GRANITE: Mechanical Characterization and Optical Inspection of Large-Area TPC Electrodes
Alexander Deisting, Jan Lommler, Shumit A. Mitra, Uwe Oberlack, Fabian Piermaier, Quirin Weitzel, Daniel Wenz
TL;DR
The paper presents GRANITE, a robotic, non-contact QA system for large-area TPC electrodes, integrating laser distance sensing, optical imaging, and a confocal microscope on a granite-table gantry. It demonstrates high-precision mechanical measurements: relative electrostatic sagging at $20 μm$ and absolute gravitational sagging down to $200 μm$, improving to $≈50 μm$ with model corrections, meeting sub-millimetre requirements for future detectors. It also documents an optical survey of the XENON1T cathode grid, using an autoencoder to classify wire segments by anomaly, revealing widespread features but no clear link to SE emission without further tests.
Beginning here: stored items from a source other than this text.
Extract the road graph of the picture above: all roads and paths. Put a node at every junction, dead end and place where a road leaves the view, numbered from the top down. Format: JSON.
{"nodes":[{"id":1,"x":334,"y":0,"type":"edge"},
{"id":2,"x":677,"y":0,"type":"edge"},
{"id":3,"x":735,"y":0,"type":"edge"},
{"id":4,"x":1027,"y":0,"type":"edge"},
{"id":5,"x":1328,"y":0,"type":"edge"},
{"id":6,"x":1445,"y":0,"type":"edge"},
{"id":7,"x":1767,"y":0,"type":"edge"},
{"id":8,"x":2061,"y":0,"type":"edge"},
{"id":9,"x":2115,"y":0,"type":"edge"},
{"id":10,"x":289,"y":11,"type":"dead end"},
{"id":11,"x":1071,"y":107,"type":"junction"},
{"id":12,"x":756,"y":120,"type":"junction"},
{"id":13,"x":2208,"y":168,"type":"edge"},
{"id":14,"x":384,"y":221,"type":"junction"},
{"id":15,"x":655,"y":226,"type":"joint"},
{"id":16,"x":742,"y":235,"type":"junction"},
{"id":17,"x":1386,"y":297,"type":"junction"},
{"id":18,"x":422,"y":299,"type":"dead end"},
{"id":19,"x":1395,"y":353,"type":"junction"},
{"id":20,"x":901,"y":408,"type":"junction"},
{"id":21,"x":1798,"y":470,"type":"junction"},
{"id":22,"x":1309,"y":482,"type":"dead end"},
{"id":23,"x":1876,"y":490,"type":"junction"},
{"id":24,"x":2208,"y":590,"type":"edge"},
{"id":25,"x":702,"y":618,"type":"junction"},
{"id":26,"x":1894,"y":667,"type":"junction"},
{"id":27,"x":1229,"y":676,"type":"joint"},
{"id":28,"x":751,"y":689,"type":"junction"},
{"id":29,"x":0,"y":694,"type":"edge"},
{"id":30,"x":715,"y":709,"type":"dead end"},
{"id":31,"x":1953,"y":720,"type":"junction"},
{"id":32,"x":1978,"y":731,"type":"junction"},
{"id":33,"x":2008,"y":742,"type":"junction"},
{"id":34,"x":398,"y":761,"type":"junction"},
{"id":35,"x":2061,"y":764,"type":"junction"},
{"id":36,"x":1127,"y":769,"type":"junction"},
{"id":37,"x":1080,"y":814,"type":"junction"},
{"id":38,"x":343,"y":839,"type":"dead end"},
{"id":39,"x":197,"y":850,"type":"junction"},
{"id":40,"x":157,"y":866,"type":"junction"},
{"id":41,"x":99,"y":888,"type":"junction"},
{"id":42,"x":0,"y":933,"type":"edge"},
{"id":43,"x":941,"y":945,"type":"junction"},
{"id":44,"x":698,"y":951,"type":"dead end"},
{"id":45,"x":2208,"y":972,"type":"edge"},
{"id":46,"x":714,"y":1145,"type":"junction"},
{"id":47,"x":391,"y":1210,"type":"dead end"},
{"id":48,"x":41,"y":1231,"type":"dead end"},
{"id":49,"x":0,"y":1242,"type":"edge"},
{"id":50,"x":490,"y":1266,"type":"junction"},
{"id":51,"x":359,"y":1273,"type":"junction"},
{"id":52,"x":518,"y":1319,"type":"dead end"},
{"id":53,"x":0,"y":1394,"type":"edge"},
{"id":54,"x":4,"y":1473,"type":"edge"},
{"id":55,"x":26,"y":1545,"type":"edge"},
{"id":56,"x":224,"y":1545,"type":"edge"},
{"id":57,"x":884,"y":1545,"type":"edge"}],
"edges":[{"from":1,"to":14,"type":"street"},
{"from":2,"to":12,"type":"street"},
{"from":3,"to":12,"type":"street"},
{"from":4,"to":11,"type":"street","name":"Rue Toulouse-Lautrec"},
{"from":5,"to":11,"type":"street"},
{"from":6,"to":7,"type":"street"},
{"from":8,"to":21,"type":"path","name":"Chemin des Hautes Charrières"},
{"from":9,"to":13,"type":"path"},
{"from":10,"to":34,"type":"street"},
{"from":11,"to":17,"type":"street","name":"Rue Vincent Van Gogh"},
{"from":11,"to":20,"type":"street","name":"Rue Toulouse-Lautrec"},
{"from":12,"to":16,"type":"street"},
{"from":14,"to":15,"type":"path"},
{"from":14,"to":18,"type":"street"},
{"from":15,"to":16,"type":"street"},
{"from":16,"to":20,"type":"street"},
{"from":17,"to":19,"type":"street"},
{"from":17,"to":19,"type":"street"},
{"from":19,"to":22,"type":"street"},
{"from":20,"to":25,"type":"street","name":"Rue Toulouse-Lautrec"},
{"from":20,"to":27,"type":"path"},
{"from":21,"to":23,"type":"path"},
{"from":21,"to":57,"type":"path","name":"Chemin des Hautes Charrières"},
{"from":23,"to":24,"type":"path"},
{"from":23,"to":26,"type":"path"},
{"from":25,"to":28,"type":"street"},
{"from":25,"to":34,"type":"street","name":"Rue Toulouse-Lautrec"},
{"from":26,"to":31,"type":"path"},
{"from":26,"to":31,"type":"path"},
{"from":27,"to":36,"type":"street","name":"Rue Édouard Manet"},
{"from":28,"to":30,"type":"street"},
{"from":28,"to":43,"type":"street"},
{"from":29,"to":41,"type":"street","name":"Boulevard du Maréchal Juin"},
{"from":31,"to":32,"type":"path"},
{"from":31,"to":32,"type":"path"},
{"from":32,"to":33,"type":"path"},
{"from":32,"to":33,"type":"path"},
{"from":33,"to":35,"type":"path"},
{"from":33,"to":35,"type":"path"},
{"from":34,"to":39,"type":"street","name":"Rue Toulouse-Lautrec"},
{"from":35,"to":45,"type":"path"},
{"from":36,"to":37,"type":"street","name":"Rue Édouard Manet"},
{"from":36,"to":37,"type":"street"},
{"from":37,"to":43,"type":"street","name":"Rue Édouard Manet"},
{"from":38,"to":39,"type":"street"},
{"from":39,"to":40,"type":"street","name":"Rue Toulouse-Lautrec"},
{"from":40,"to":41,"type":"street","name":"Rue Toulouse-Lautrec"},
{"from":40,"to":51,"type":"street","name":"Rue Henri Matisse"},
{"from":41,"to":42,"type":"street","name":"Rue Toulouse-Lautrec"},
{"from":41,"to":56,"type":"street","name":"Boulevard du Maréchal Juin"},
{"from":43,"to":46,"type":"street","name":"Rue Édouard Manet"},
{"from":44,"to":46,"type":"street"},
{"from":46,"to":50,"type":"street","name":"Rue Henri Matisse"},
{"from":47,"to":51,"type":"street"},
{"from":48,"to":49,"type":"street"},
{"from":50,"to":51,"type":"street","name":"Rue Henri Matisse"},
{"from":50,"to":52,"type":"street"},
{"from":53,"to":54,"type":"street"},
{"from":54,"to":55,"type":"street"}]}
The work outlines a scalable QA pathway for XLZD-scale electrodes and motivates dedicated studies of defect-induced field emission to ensure safe, performant deployment in next-generation dual-phase TPCs.
Abstract
Next-generation dual-phase time projection chambers (TPCs) for rare event searches will require large-scale, high-precision electrodes. To meet the stringent requirements for mechanical stability and high-voltage performance of such an experiment, we have developed a scanning setup for electrode quality assurance called GRANITE: Granular Robotic Assay for Novel Integrated TPC Electrodes. GRANITE is built around a gantry robot on top of a $2.5\,\text{m}\times1.8\,\text{m}$ granite table, equipped with a suite of non-contact metrology devices. We demonstrate the setup's capabilities in two key areas: first, using laser scanners, we characterize wire tension, and in an independent measurement wire deflection due to gravity and electrostatic forces is determined. The setup achieves a precision of $20\,μ\text{m}$ for the relative measurement of only electrostatic displacement. Furthermore, GRANITE can measure gravitational sag down to $200\,μ\text{m}$ in an absolute measurement; this precision improves to $50\,μ\text{m}$ when applying model-based corrections for systematic effects. The performance achieved exceeds the needs for the characterisation of the electrode sagging in future experiments, which typically aims to ensure a maximal sag on the order of $500\,μ\text{m}$. Second, we use GRANITE's high resolution camera to image all wires of XENON1T's cathode grid. Subsets of these images are then hand sorted and used to train an autoencoder, to reliably classify wire images as either pristine wires or images containing severe anomalous features. These anomalies appear e.g. as staining and may be potential defects. The interpretation of the classification results is complicated by the fact that most wire segments are not spotless, but show a varying amount of anomalous features. Follow-up studies are needed to identify the exact nature of such features on wires.